* **Records provided**

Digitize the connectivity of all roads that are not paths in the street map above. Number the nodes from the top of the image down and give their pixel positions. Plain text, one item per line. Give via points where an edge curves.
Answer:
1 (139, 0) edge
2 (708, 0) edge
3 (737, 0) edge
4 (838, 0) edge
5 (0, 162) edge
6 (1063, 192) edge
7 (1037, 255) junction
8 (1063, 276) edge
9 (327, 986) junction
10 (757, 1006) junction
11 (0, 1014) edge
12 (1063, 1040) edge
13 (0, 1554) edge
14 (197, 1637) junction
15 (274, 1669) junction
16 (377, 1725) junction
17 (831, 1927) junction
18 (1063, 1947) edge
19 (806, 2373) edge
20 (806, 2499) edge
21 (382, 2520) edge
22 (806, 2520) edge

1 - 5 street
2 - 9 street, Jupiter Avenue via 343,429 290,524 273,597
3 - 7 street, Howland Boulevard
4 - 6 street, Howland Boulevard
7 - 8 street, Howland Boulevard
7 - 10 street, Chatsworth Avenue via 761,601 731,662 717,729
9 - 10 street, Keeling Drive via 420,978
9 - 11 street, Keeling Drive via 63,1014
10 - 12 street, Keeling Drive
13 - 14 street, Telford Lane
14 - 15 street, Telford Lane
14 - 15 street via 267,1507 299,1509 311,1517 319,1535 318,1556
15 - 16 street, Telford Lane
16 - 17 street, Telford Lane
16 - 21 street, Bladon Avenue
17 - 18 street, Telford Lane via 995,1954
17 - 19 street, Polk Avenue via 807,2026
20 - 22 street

* **Exercise aim**
Nothing but an exact reproduction of the entries is wanted.

* **Exercise result**
Digitize the connectivity of all roads that are not paths in the street map above. Number the nodes from the top of the image down and give their pixel positions. Plain text, one item per line. Give via points where an edge curves.
Answer:
1 (139, 0) edge
2 (708, 0) edge
3 (737, 0) edge
4 (838, 0) edge
5 (0, 162) edge
6 (1063, 192) edge
7 (1037, 255) junction
8 (1063, 276) edge
9 (327, 986) junction
10 (757, 1006) junction
11 (0, 1014) edge
12 (1063, 1040) edge
13 (0, 1554) edge
14 (197, 1637) junction
15 (274, 1669) junction
16 (377, 1725) junction
17 (831, 1927) junction
18 (1063, 1947) edge
19 (806, 2373) edge
20 (806, 2499) edge
21 (382, 2520) edge
22 (806, 2520) edge

1 - 5 street
2 - 9 street, Jupiter Avenue via 343,429 290,524 273,597
3 - 7 street, Howland Boulevard
4 - 6 street, Howland Boulevard
7 - 8 street, Howland Boulevard
7 - 10 street, Chatsworth Avenue via 761,601 731,662 717,729
9 - 10 street, Keeling Drive via 420,978
9 - 11 street, Keeling Drive via 63,1014
10 - 12 street, Keeling Drive
13 - 14 street, Telford Lane
14 - 15 street, Telford Lane
14 - 15 street via 267,1507 299,1509 311,1517 319,1535 318,1556
15 - 16 street, Telford Lane
16 - 17 street, Telford Lane
16 - 21 street, Bladon Avenue
17 - 18 street, Telford Lane via 995,1954
17 - 19 street, Polk Avenue via 807,2026
20 - 22 street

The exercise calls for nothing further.